Twitter data mining using Python assignment 14

Team Rython: Dainius Masiliunas and Tim Weerman
Date: 21st of January, 2016
Apache License 2.0

Imports

Make sure you have pysqlite2, tweepy and spatialite installed!


In [1]:
from __future__ import division
import tweepy
import datetime
import json
import os
from pysqlite2 import dbapi2 as sqlite3

Twitter authentication (fill this!)


In [2]:
APP_KEY = ""
APP_SECRET = ""
OAUTH_TOKEN = ""
OAUTH_TOKEN_SECRET = ""

Using Tweepy instead of Twython (because it's more readily available via apt-get or zypper).


In [3]:
auth = tweepy.OAuthHandler(APP_KEY, APP_SECRET)
auth.set_access_token(OAUTH_TOKEN, OAUTH_TOKEN_SECRET)
api = tweepy.API(auth)

Database file to write to (fill this!)

The database file has to exist and already have a table defined. An emty ready database file is included in "spatial-backup.sqlite", so you can use that.


In [4]:
databasefile = "spatial-backup.sqlite"

SQLite opening

Make sure you load pysqlite2, and give a path for mod_spatialite for SpatiaLite support! This may be distribution-specific!
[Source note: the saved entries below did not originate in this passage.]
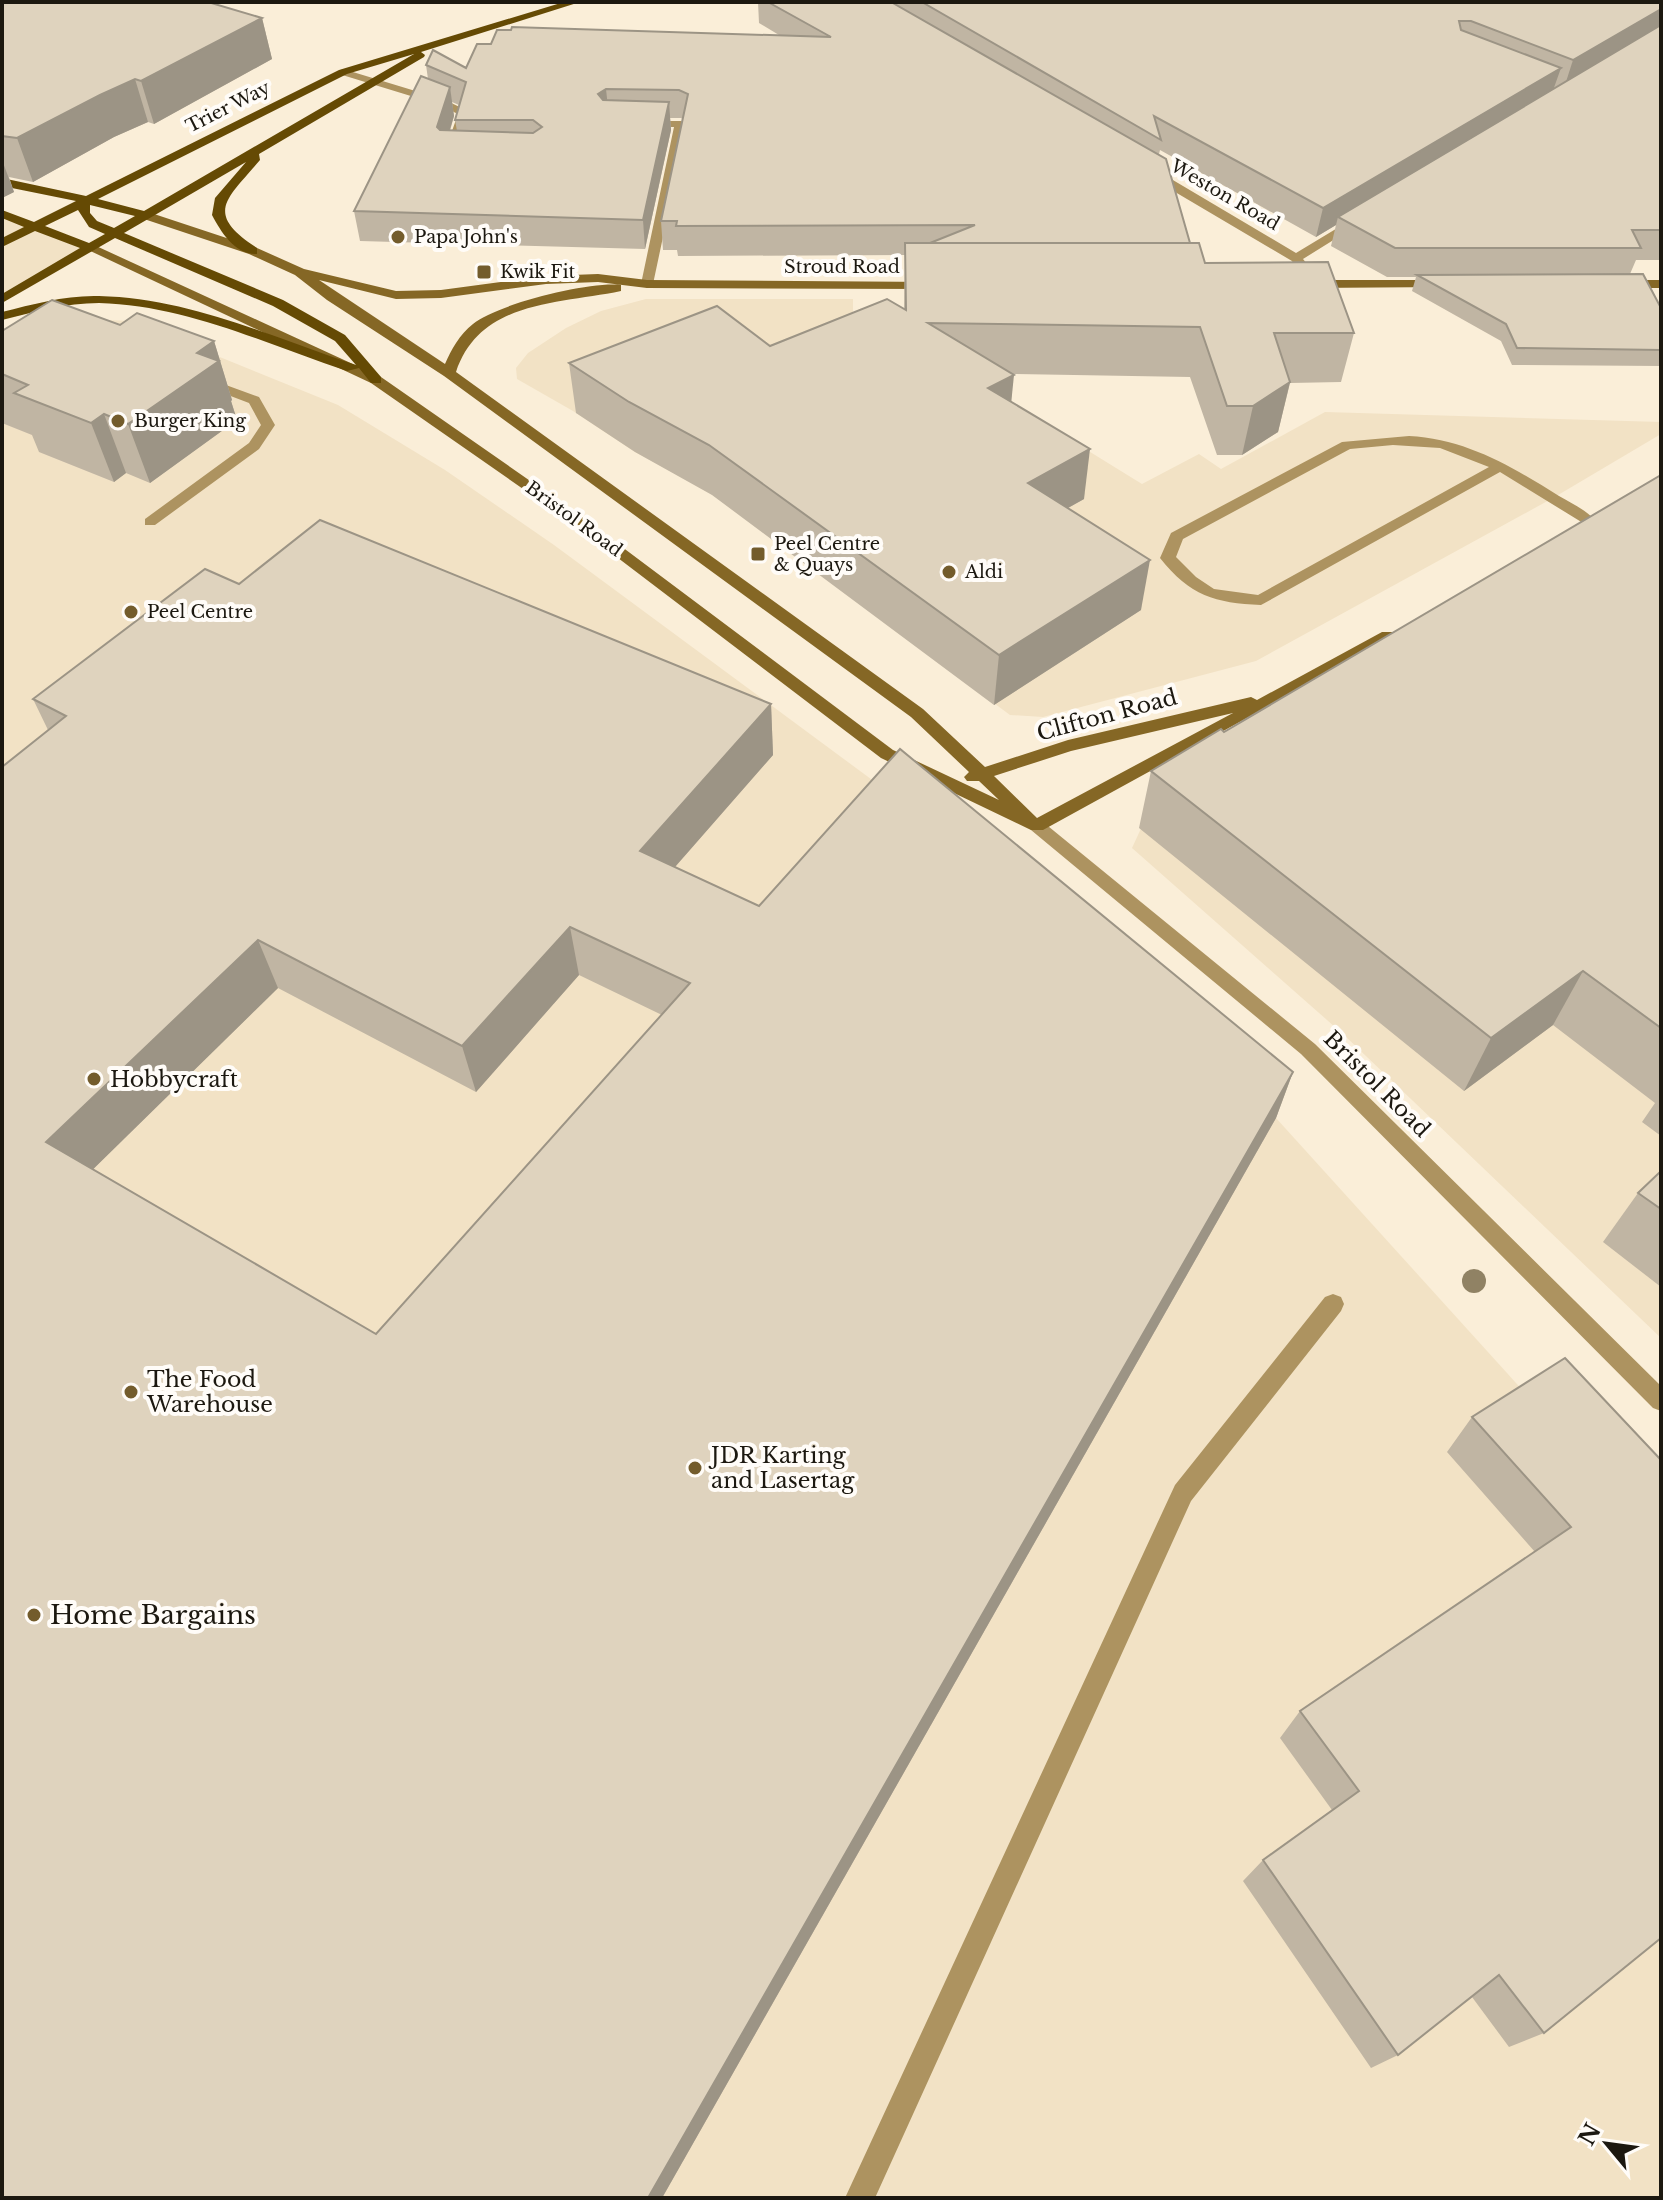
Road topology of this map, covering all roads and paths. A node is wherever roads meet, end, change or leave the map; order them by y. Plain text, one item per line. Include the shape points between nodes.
1 (575, 2) edge
2 (448, 39) junction
3 (343, 72) junction
4 (375, 82) junction
5 (624, 123) edge
6 (454, 140) edge
7 (270, 142) junction
8 (1146, 169) edge
9 (2, 182) edge
10 (84, 200) junction
11 (2, 214) edge
12 (145, 215) junction
13 (1364, 217) edge
14 (33, 227) junction
15 (113, 233) junction
16 (2, 243) edge
17 (90, 248) junction
18 (253, 251) junction
19 (1296, 258) junction
20 (300, 272) junction
21 (647, 284) junction
22 (1294, 284) edge
23 (1310, 284) junction
24 (1462, 284) edge
25 (1614, 284) edge
26 (1661, 284) edge
27 (946, 285) edge
28 (2, 299) edge
29 (2, 316) edge
30 (352, 368) junction
31 (449, 373) junction
32 (196, 378) edge
33 (376, 380) junction
34 (1497, 468) junction
35 (1588, 520) edge
36 (150, 522) dead end
37 (1401, 628) edge
38 (1275, 698) junction
39 (981, 772) junction
40 (956, 788) junction
41 (1037, 826) junction
42 (1333, 1304) dead end
43 (1661, 1401) edge
44 (860, 2198) edge

1 - 2 main road, Trier Way
2 - 3 main road, Trier Way
2 - 4 main road, Trier Way
3 - 4 street
3 - 10 main road, Trier Way
4 - 6 street via 464,113
4 - 7 main road, Trier Way
5 - 21 street via 681,124
7 - 12 main road, Trier Way
7 - 18 main road via 221,198 218,215 230,236
8 - 19 street, Weston Road
9 - 10 main road
10 - 12 main road
10 - 14 main road, Trier Way
10 - 15 main road via 84,214
11 - 14 main road
12 - 15 main road, Trier Way
12 - 18 main road, Bristol Road
13 - 19 street
14 - 16 main road, Trier Way
14 - 17 main road
15 - 17 main road, Trier Way
15 - 33 main road via 278,303 340,338
17 - 28 main road, Trier Way
17 - 30 main road, Bristol Road
18 - 20 main road, Bristol Road
19 - 23 street, Weston Road
20 - 21 main road, Stroud Road via 396,295 546,280 598,278
20 - 31 main road, Bristol Road
21 - 27 main road, Stroud Road
21 - 31 main road, Stroud Road via 496,316 477,327 460,347
22 - 23 main road
23 - 24 main road
25 - 26 main road
29 - 30 main road via 84,299 164,304
30 - 33 main road, Bristol Road
31 - 39 main road, Bristol Road via 917,713
32 - 36 street via 254,400 268,425 254,446
33 - 40 main road, Bristol Road via 577,520 887,754
34 - 34 street via 1261,600 1218,599 1192,584 1168,558 1176,536 1347,445 1429,442 1468,451
34 - 35 street
37 - 38 main road, Clifton Road
38 - 39 main road, Clifton Road via 1165,721
38 - 41 main road, Clifton Road
39 - 40 main road, Clifton Road
39 - 41 main road, Bristol Road
40 - 41 main road, Bristol Road
41 - 43 street, Bristol Road via 1308,1049
42 - 44 street via 1183,1493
You might need to install libspatialite!


In [5]:
conn = sqlite3.connect(databasefile)
conn.enable_load_extension(True)
conn.execute('SELECT load_extension("/usr/lib64/mod_spatialite.so.7")')
curs = conn.cursor()

Coordinates to WKT

Converts Twitter coordinates (two points) into a Well Known Text.


In [6]:
def coordinates_to_wkt(coords):
    if coords == None:
        return ""
    return "POINT("+str(coords["coordinates"][0])+" "+str(coords["coordinates"][1])+")"

Bounding box to WKT

Calculates the centroid of a bounding box and returns a Well Known Text of that point. Only polygonal bounding boxes are supported (but are there any other kind?)


In [7]:
def bbox_to_wkt(bbox):
    if bbox.coordinates == None:
        return ""
    if bbox.type == "Polygon":
        centroid = [0, 0]
        centroid[0] = (bbox.coordinates[0][2][0] + bbox.coordinates[0][0][0]) / 2
        centroid[1] = (bbox.coordinates[0][2][1] + bbox.coordinates[0][0][1]) / 2
        return "POINT("+str(centroid[0])+" "+str(centroid[1])+")"
    print "Unknown place type!"
    return ""

Process query: main function of the script

Does the query parsing and output to SpatiaLite. Pass the result of api.search() to it.


In [8]:
def process_query(search_results):
    for tweet in search_results:
        full_place_name = ""
        place_type = ""
        location = ""
        username =  tweet.user.screen_name
        followers_count =  tweet.user.followers_count
        tweettext = tweet.text.encode("utf-8")
        if tweet.place != None:
            full_place_name = tweet.place.full_name
            place_type =  tweet.place.place_type
        coordinates = tweet.coordinates
        if (coordinates != None) or (tweet.place != None):
            print 'Found a geolocated tweet! By:'
            print username
            print '==========================='
            if coordinates != None:
                location = coordinates_to_wkt(coordinates)
            else:
                if tweet.place != None:
                    location = bbox_to_wkt(tweet.place.bounding_box)
            curs.execute("insert into tweets (username, followers_count, tweettext, full_place_name, place_type, coordinates, geometry) values (?, ?, ?, ?, ?, ?, ST_GeomFromText( ? , 4326));", \
                (username, followers_count, tweettext.decode('utf-8'), full_place_name, place_type, location, location))
            conn.commit()

Example queries

Write queries in succession (or loops if you like). Their results (if they are geolocated) will be added into the SpatiaLite database.


In [9]:
process_query(api.search(q="Beer", count=100))
process_query(api.search(q="Jorn", count=100))
process_query(api.search(q="cairo", count=100))
process_query(api.search(q="washington", count=100))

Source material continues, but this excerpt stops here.